Zhana Hlushenka
05. May 2026
Ich war kürzlich in dieser Praxis, allerdings nicht bei der Ärztin selbst, sondern nur am Empfang zur Terminvereinbarung. Die Mitarbeiterin teilte mir mit, dass ich nur dann kurzfristig aufgenommen werden könnte, wenn ich aktuell eine Migräneattacke hätte – andernfalls läge der nächste freie Termin erst im August. Auf meinen Einwand hin, dass ich während einer akuten Migräne (mit starker Licht- und Geräuschempfindlichkeit sowie Übelkeit) kaum in der Lage bin, überhaupt das Haus zu verlassen, geschweige denn eine längere Strecke zur Praxis zurückzulegen, wurde diese Aussage lediglich wiederholt. Ich finde diese Haltung schwer nachvollziehbar.
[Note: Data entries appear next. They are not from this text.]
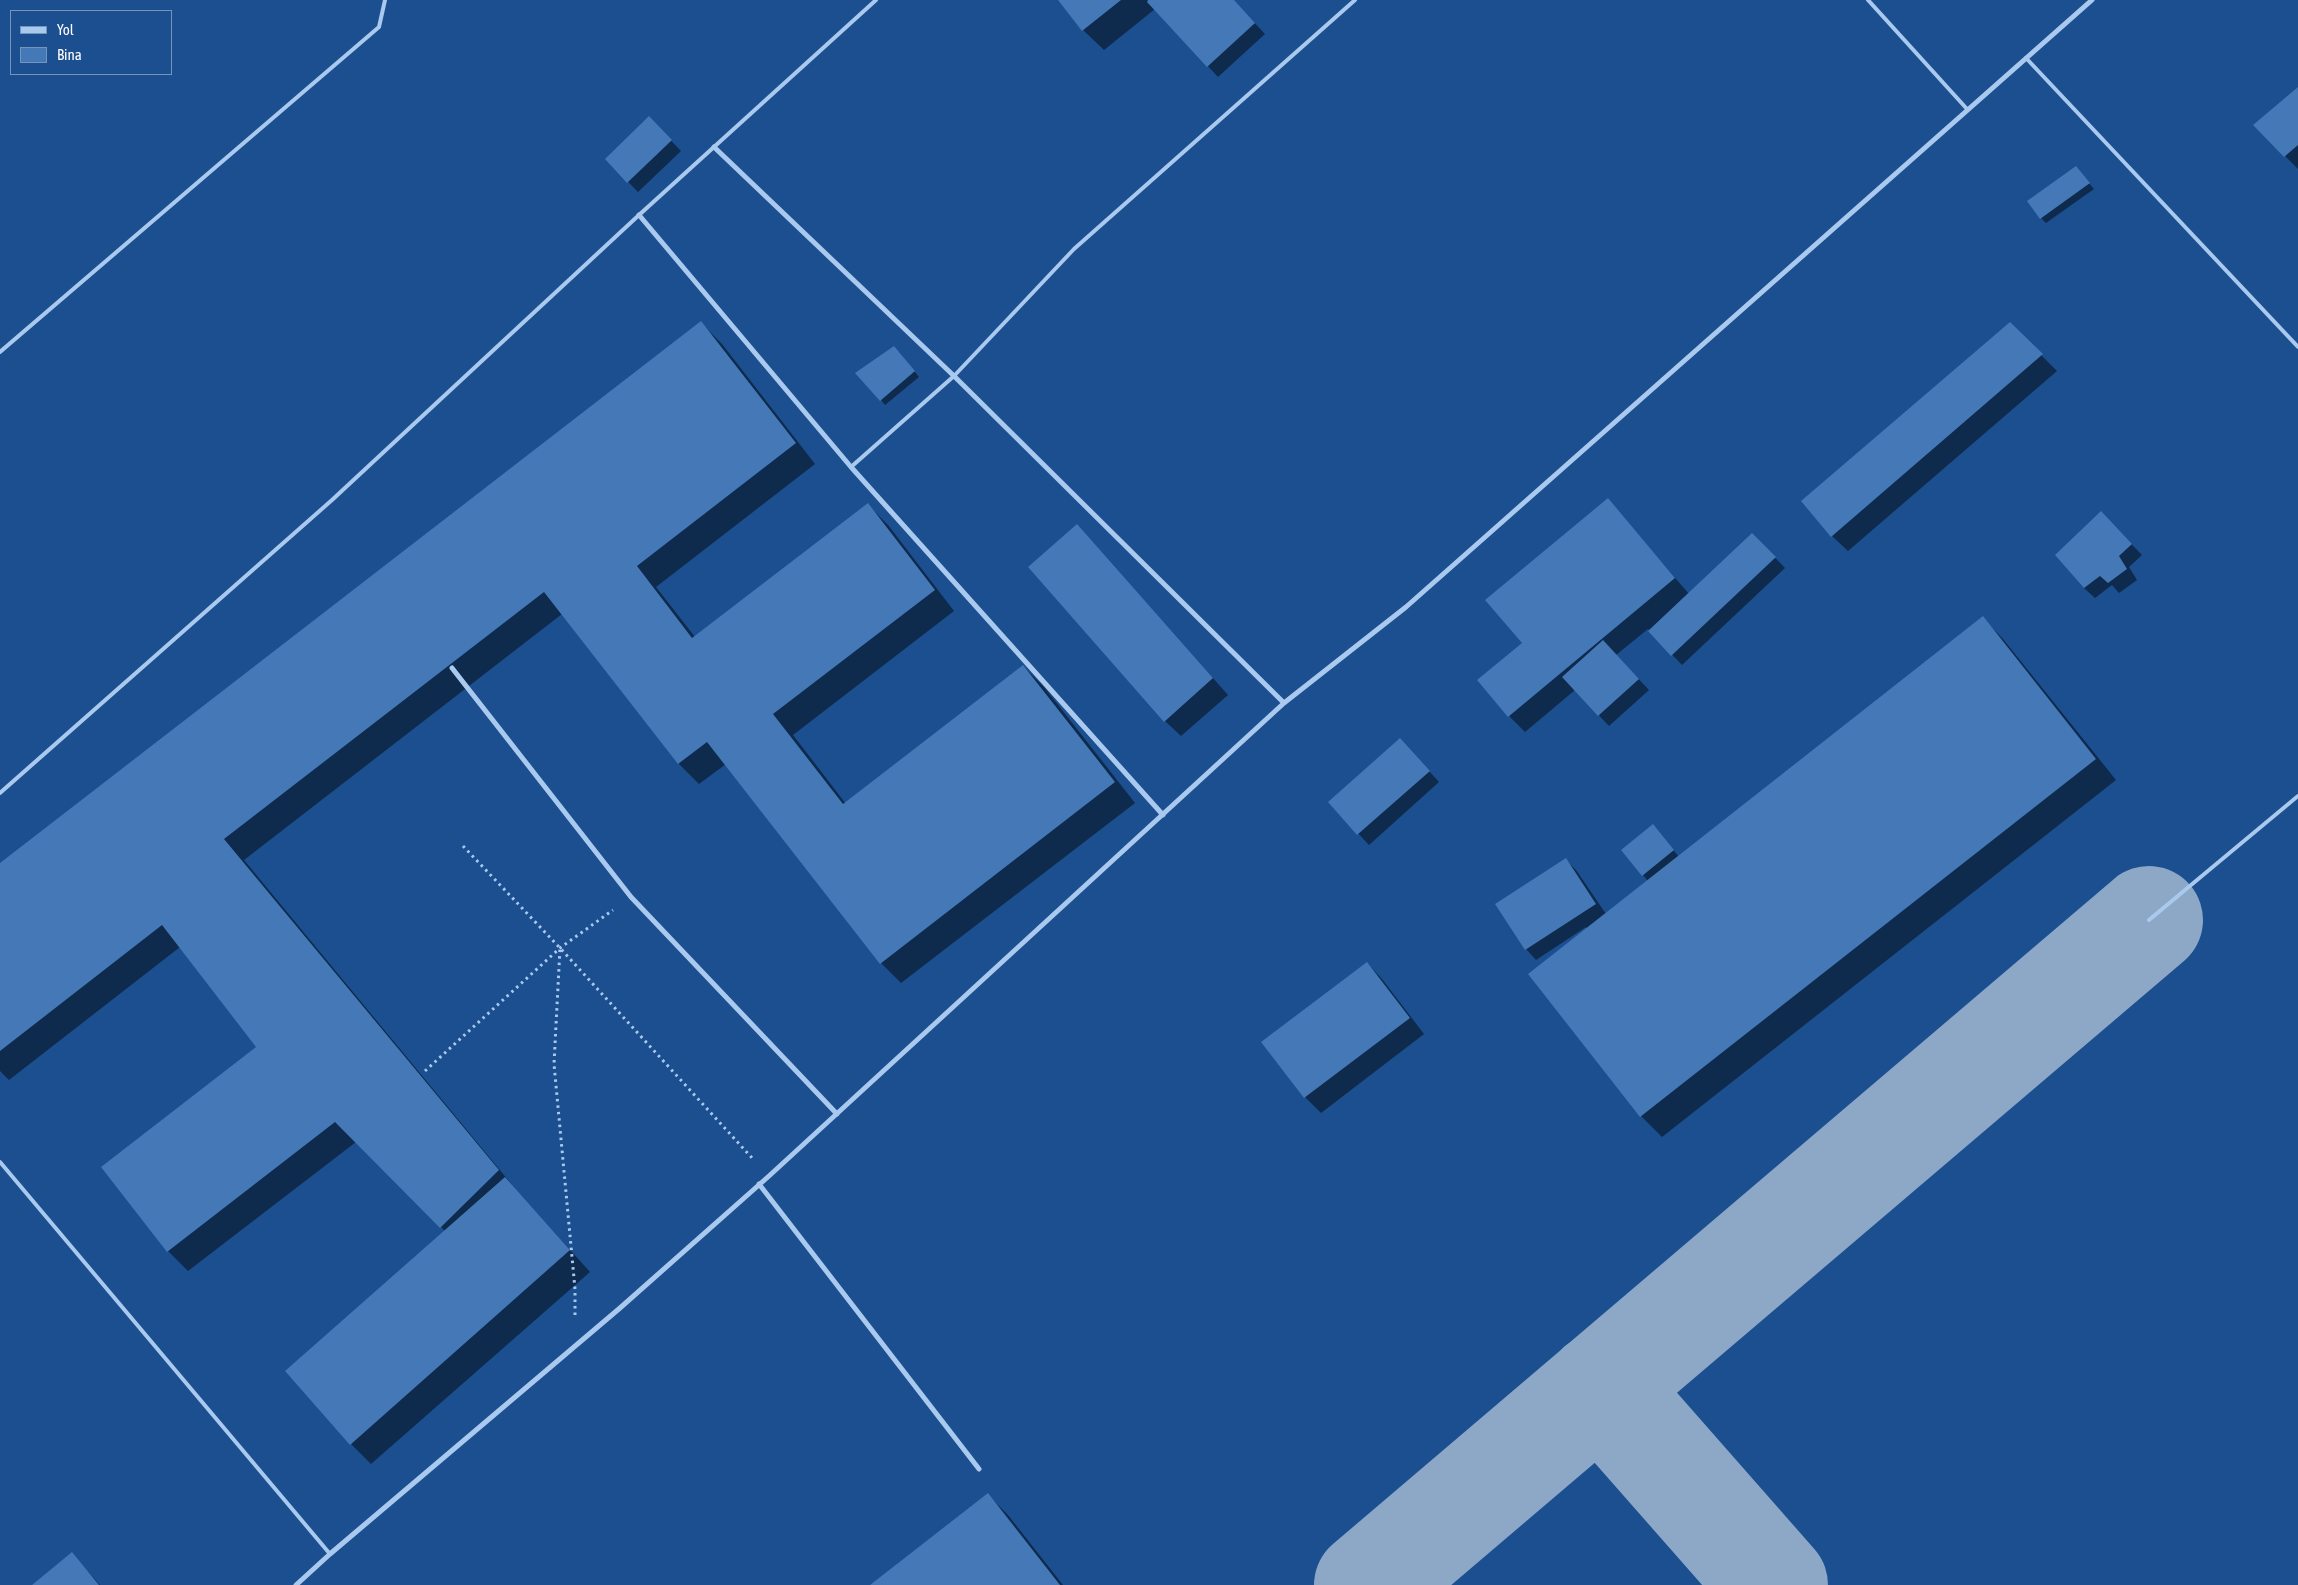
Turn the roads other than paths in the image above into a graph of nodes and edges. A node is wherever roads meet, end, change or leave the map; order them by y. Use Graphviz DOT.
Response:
graph roads {
  1 [pos="384,0"];
  2 [pos="876,0"];
  3 [pos="1354,0"];
  4 [pos="1868,0"];
  5 [pos="2092,0"];
  6 [pos="2026,58"];
  7 [pos="1967,109"];
  8 [pos="714,147"];
  9 [pos="638,215"];
  10 [pos="2298,346"];
  11 [pos="0,352"];
  12 [pos="954,376"];
  13 [pos="851,468"];
  14 [pos="452,668"];
  15 [pos="1284,703"];
  16 [pos="0,793"];
  17 [pos="2298,796"];
  18 [pos="1163,814"];
  19 [pos="2149,920"];
  20 [pos="837,1114"];
  21 [pos="0,1162"];
  22 [pos="759,1184"];
  23 [pos="979,1468"];
  24 [pos="330,1554"];
  25 [pos="296,1585"];
  1 -- 11 [label="lane"];
  2 -- 8 [label="lane"];
  3 -- 12 [label="lane"];
  4 -- 7 [label="lane"];
  5 -- 6 [label="street"];
  6 -- 7 [label="street"];
  6 -- 10 [label="lane"];
  7 -- 15 [label="street"];
  8 -- 9 [label="lane"];
  8 -- 12 [label="street"];
  9 -- 13 [label="street"];
  9 -- 16 [label="lane"];
  12 -- 13 [label="lane"];
  12 -- 15 [label="street"];
  13 -- 18 [label="street"];
  14 -- 20 [label="street"];
  15 -- 18 [label="street"];
  17 -- 19 [label="lane"];
  18 -- 20 [label="street"];
  20 -- 22 [label="street"];
  21 -- 24 [label="lane"];
  22 -- 23 [label="street"];
  22 -- 24 [label="street"];
  24 -- 25 [label="street"];
}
Gerade in einer neurologischen Praxis sollte ein gewisses Verständnis für die Einschränkungen bestehen, die mit Migräne einhergehen. Für Betroffene ist es in der Regel nicht realistisch, während eines akuten Anfalls eigenständig eine längere Anfahrt zu bewältigen. Ich möchte betonen, dass sich meine Bewertung nicht auf die ärztliche Behandlung bezieht, da ich diese nicht in Anspruch genommen habe. Dennoch hinterlässt der Umgang bei der Terminvergabe einen wenig einfühlsamen Eindruck.